I have to admit, I was baffled. Maybe it was just my defective upbringing. I was always mystified when George W. Bush and his crew talked scornfully about “reality-based policy”. Why all the sneering scorn for reality; no other kind of policy seemed to make much sense. But now I’m beginning to understand. It’s still very vague, but I recall my Philosophy 101 prof saying that there are two ways of knowing something: evidence and faith.
So, it would seem that having faith that something is so is equally valid as a way to know that it’s true. Hmmm. I’m still not quite convinced, but I’m working on it.
Suppose I believe that my house was not burning down. I really believe that. I have complete faith that it’s standing there just as it always has. However, when it got hot and smoky I ran out the door, and now I’m watching the firefighters and the flames, and the roof just fell in. But I really do have complete faith my house is not burning down.
The big problem I have with faith as a way to know the truth is that there is this other thing, this much-scorned reality-based thing, and it keeps intruding on my faith and showing me that this pile of ashes means my house has burned down. Maybe it’s just me.
But now I understand why the quickest test of whether a person understands science is to ask whether he is a Republican, because a whole lot of Republicans have faith, and their faith tells them that the planet is 4,000 years old, and that global warming is a fiction, or it’s real, but we didn’t do it. This warming is just like the ones 15,000 years ago and 140,000 years ago were natural. Wait a minute. How could there be warming 15,000 years ago if the world is only 4,000 years old? But I just can’t get around this little science thing, and science tells us that we have living trees older than what they say the planet’s age is. And global warming has reached the stage where it’s here. It’s all around us, and worse all the time, and it’s ever more obvious that we did it. Sorry. I’m just a faulty person. I don’t have enough faith. Reality keeps intruding.

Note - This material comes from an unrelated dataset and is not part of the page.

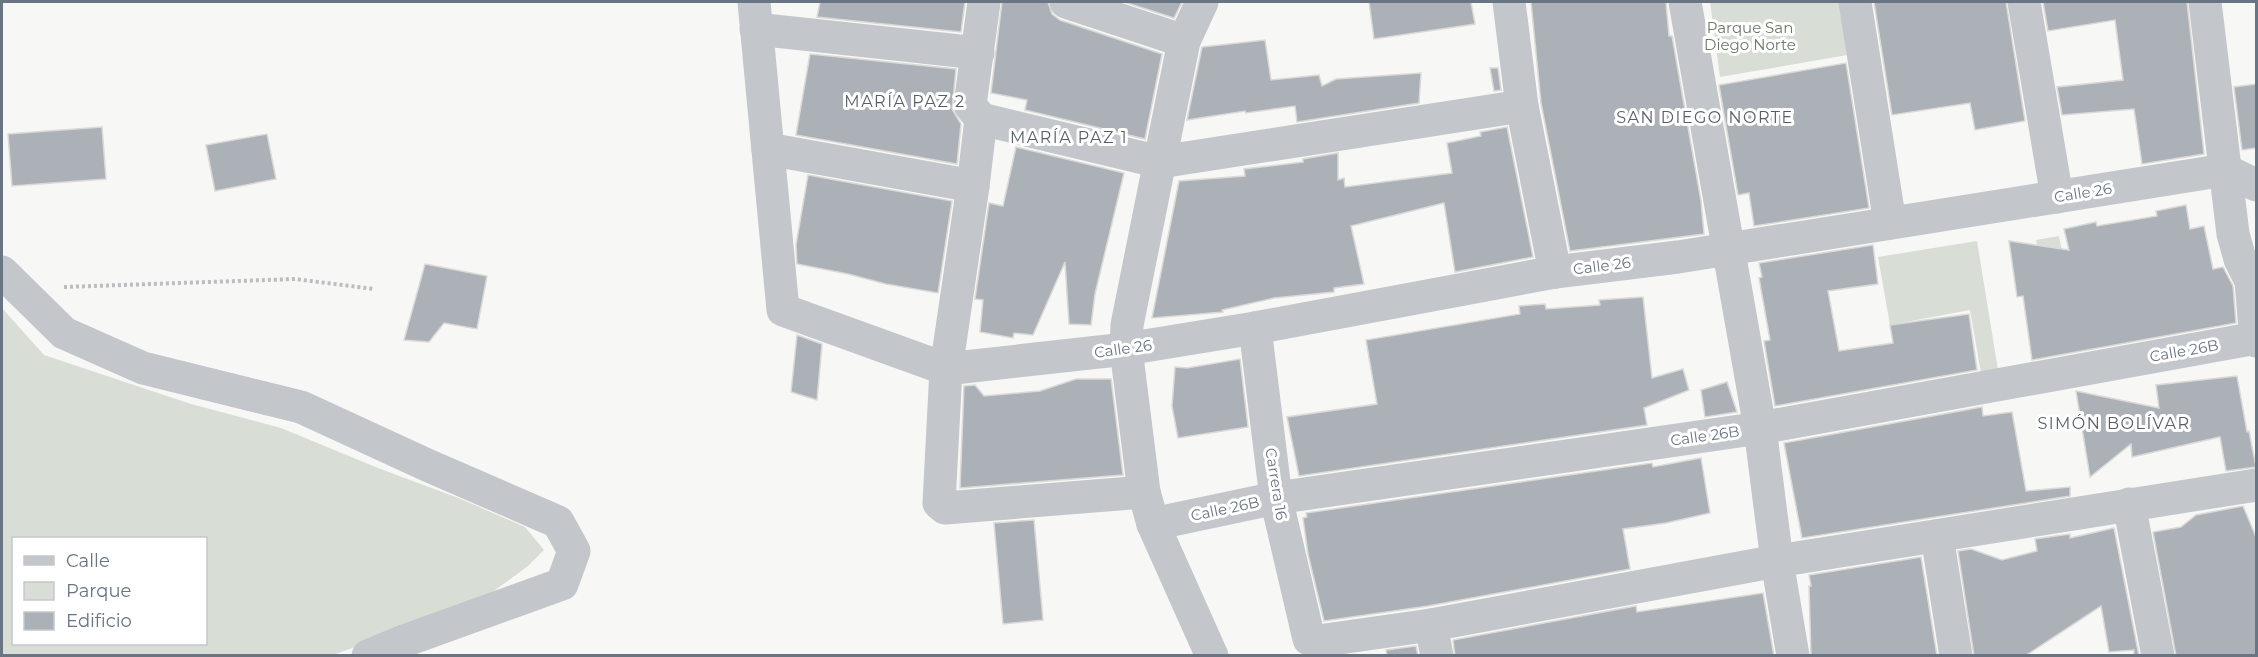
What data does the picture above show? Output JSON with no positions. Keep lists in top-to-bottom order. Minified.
{"streets":{"street":["Calle 26","Calle 26B","Carrera 16"]},"crossings":[["Calle 26","Carrera 16"],["Calle 26B","Carrera 16"]],"districts":["MARÍA PAZ 2","SAN DIEGO NORTE","MARÍA PAZ 1","SIMÓN BOLÍVAR"],"parks":["Parque San Diego Norte"],"legend":["Calle","Parque","Edificio"]}
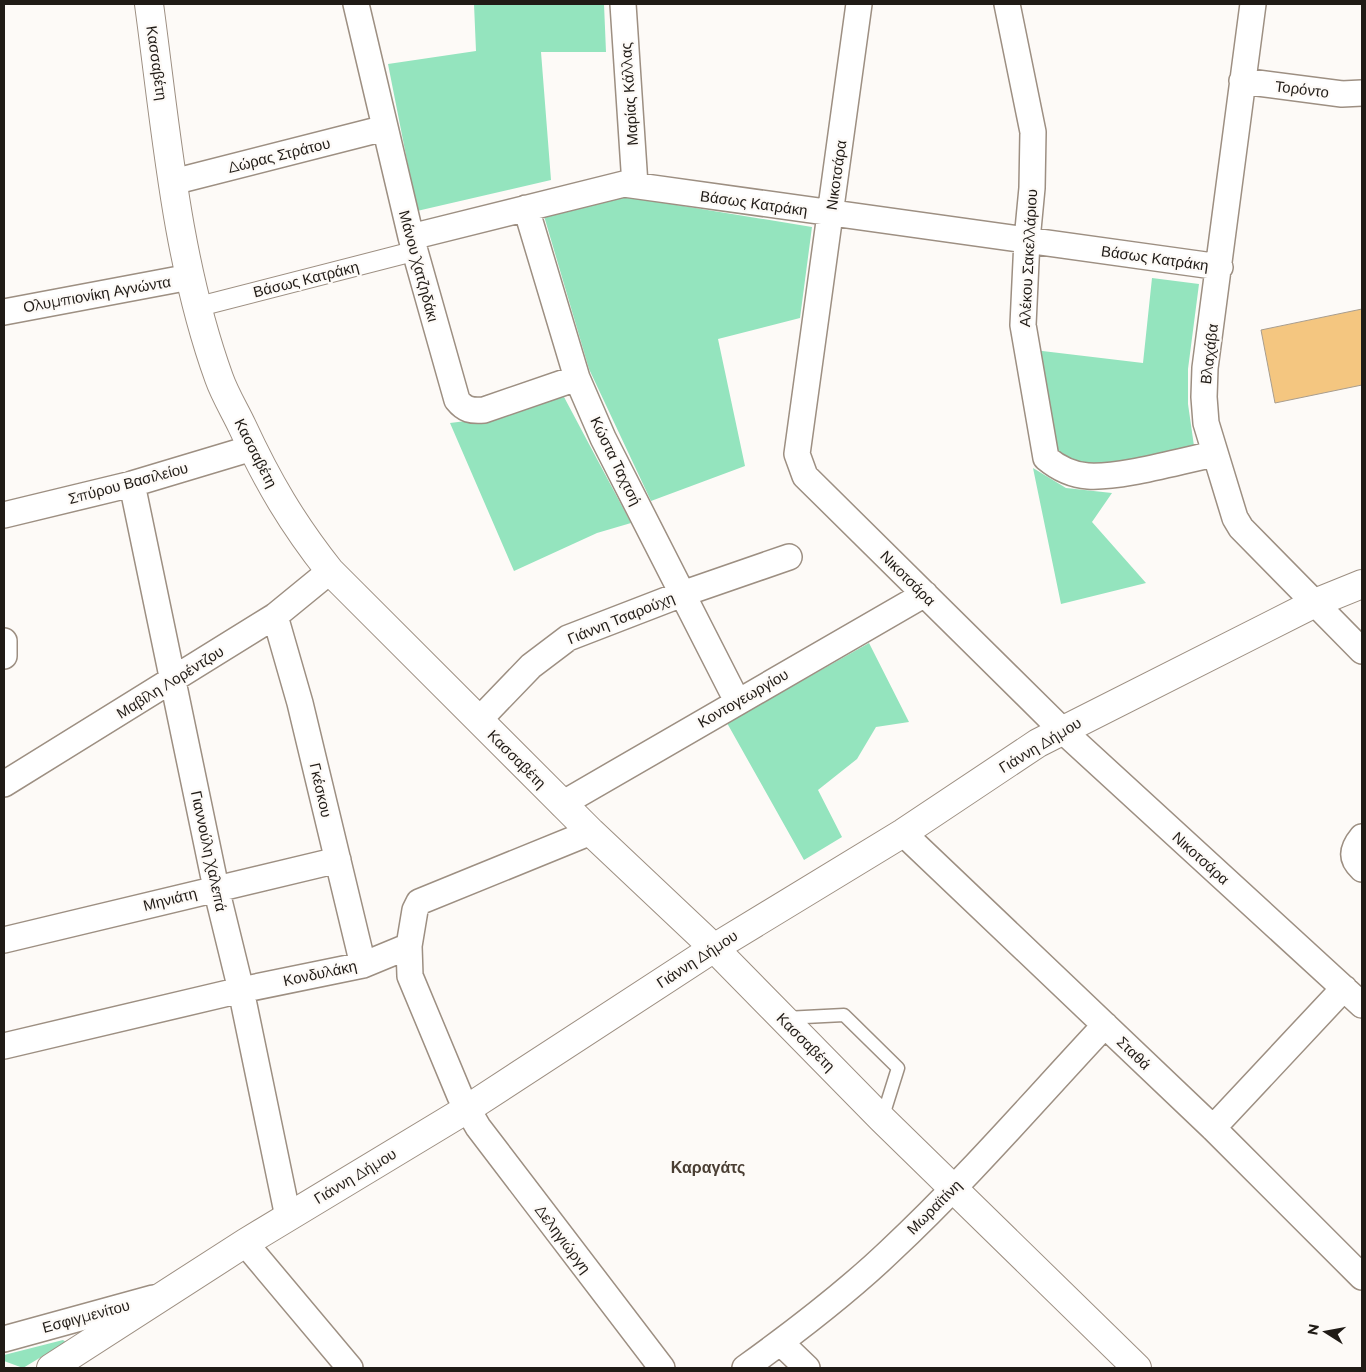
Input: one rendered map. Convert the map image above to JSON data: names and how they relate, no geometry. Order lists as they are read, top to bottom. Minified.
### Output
{"streets":{"street":["Κασσαβέτη","Τορόντο","Μαρίας Κάλλας","Δώρας Στράτου","Νικοτσάρα","Βάσως Κατράκη","Αλέκου Σακελλάριου","Μάνου Χατζηδάκι","Ολυμπιονίκη Αγνώντα","Βλαχάβα","Κώστα Ταχτσή","Σπύρου Βασιλείου","Γιάννη Τσαρούχη","Μαβίλη Λορέντζου","Κοντογεωργίου","Γιάννη Δήμου","Γκέσκου","Γιαννούλη Χαλεπά","Μηνιάτη","Κονδυλάκη","Σταθά","Μωραϊτίνη","Δεληγιώργη","Εσφιγμενίτου"]},"crossings":[["Κασσαβέτη","Δώρας Στράτου"],["Κασσαβέτη","Βάσως Κατράκη"],["Κασσαβέτη","Ολυμπιονίκη Αγνώντα"],["Κασσαβέτη","Σπύρου Βασιλείου"],["Κασσαβέτη","Γιάννη Τσαρούχη"],["Κασσαβέτη","Μαβίλη Λορέντζου"],["Κασσαβέτη","Κοντογεωργίου"],["Κασσαβέτη","Γιάννη Δήμου"],["Κασσαβέτη","Μωραϊτίνη"],["Τορόντο","Βλαχάβα"],["Μαρίας Κάλλας","Βάσως Κατράκη"],["Δώρας Στράτου","Μάνου Χατζηδάκι"],["Νικοτσάρα","Βάσως Κατράκη"],["Νικοτσάρα","Κοντογεωργίου"],["Νικοτσάρα","Γιάννη Δήμου"],["Βάσως Κατράκη","Αλέκου Σακελλάριου"],["Βάσως Κατράκη","Μάνου Χατζηδάκι"],["Βάσως Κατράκη","Βλαχάβα"],["Βάσως Κατράκη","Κώστα Ταχτσή"],["Αλέκου Σακελλάριου","Βλαχάβα"],["Μάνου Χατζηδάκι","Κώστα Ταχτσή"],["Βλαχάβα","Γιάννη Δήμου"],["Κώστα Ταχτσή","Γιάννη Τσαρούχη"],["Κώστα Ταχτσή","Κοντογεωργίου"],["Σπύρου Βασιλείου","Γιαννούλη Χαλεπά"],["Μαβίλη Λορέντζου","Γκέσκου"],["Μαβίλη Λορέντζου","Γιαννούλη Χαλεπά"],["Γιάννη Δήμου","Γιαννούλη Χαλεπά"],["Γιάννη Δήμου","Σταθά"],["Γιάννη Δήμου","Δεληγιώργη"],["Γιάννη Δήμου","Εσφιγμενίτου"],["Γκέσκου","Μηνιάτη"],["Γκέσκου","Κονδυλάκη"],["Γιαννούλη Χαλεπά","Μηνιάτη"],["Γιαννούλη Χαλεπά","Κονδυλάκη"],["Σταθά","Μωραϊτίνη"]],"districts":["Καραγάτς"],"north":"left"}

But at least there’s this: I understand, sort of, where these conservatives are coming from. It’s just that I’m baffled by their inability to see that the house is burning down when the clear evidence is all around them, the flames, the smoke, the fire hoses and trucks, the collapsed roof…
Well, hard as I try, I just can’t seem to get with the idea that belief in some idea is the same as it being true. There are all these conservative ideas about how things are and how they should be. And I would be the first to change my mind about any one of them if some sort of evidence came in, from the outside, so to speak. Not from someone’s internal belief, but physical evidence from outside their brain.
Like what? you say.
Well, like lots of things. Like the steps Europe took two years ago to deal with the economic downturn. Faith said that now is the time for austerity. We must solve the problems of unemployment, the housing crisis, inflation, mortgage rates, balancing the budget, and more by instituting austerity. If this is the way to go, I’m all for it. But what have we found so far? All the painful measures put in place two years ago have not ended high unemployment or brought housing costs down. Inflation and mortgage interest rates were never high to begin with, so naturally the austerity steps did nothing to change them. Well, that’s the faith-based path, and it doesn’t seem to have worked. How about the reality-based path?

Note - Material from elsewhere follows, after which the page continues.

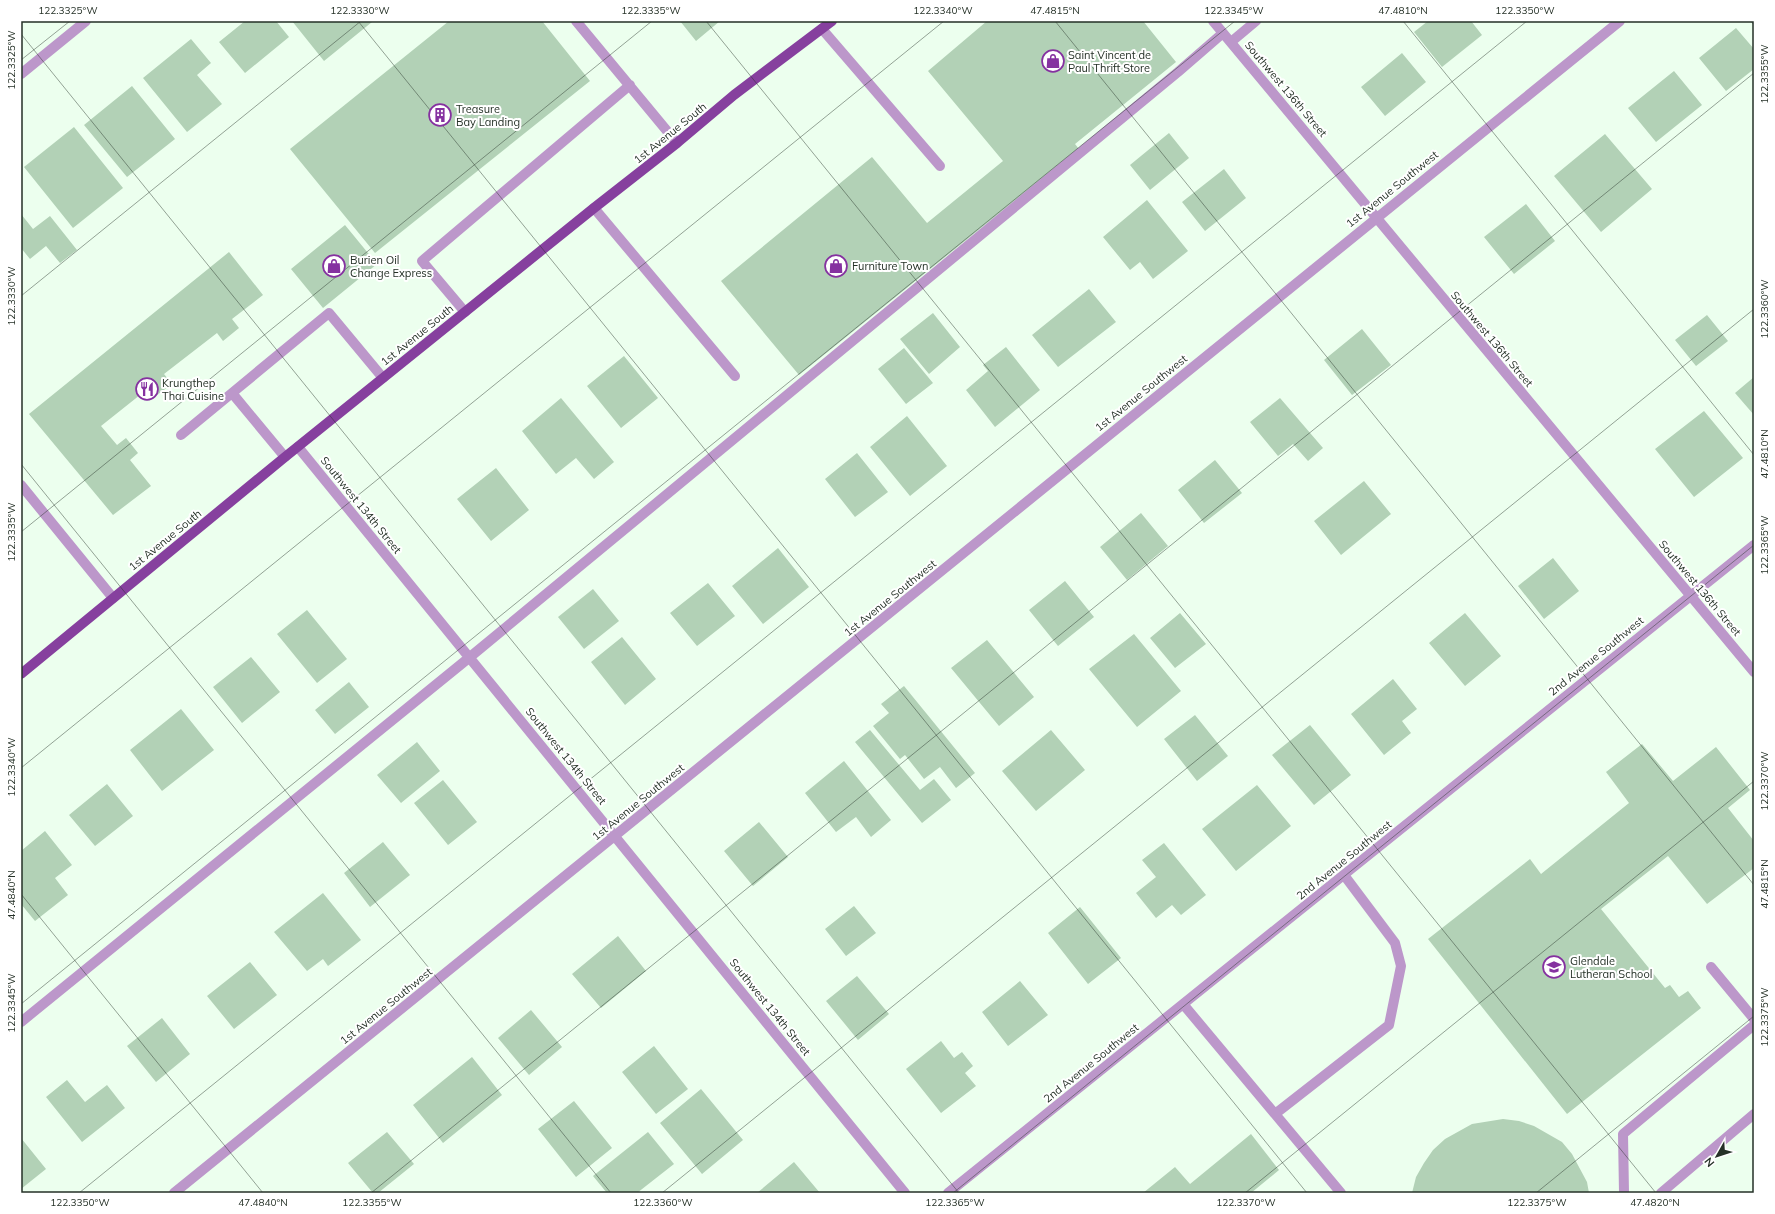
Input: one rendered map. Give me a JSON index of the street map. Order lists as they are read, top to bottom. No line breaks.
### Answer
{"streets":{"main road":["1st Avenue South"],"street":["Southwest 136th Street","1st Avenue Southwest","Southwest 134th Street","2nd Avenue Southwest"]},"crossings":[["Southwest 136th Street","1st Avenue Southwest"],["Southwest 136th Street","2nd Avenue Southwest"],["1st Avenue South","Southwest 134th Street"],["1st Avenue Southwest","Southwest 134th Street"]],"places":{"shop":["Saint Vincent de Paul Thrift Store","Burien Oil Change Express","Furniture Town"],"building":["Treasure Bay Landing"],"restaurant":["Krungthep Thai Cuisine"],"school or university":["Glendale Lutheran School"]},"north":"bottom left","coordinates":["122.3325°W","122.3330°W","122.3335°W","122.3340°W","47.4815°N","122.3345°W","47.4810°N","122.3350°W","122.3355°W","122.3360°W","122.3365°W","122.3370°W","47.4840°N","122.3375°W","47.4820°N"]}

We don’t know about the reality-based path with regard to the current crisis because we only tried a stimulus plan that economists told us from the beginning was far to little. But it’s been tried at other times and in other countries. It worked.
So we have immediate evidence from the EU that the austerity measures did not work, in spite of the great faith that they would. This suggests that all the austerity steps that Congress seems certain to bring down on our heads will be the same. And we have evidence that steps taken to reduce unemployment, improve wages, and increase the tax base do work. Maybe we should try the non-faith-based ideas first.
I guess I’m just out of it. I ain’t got no faith.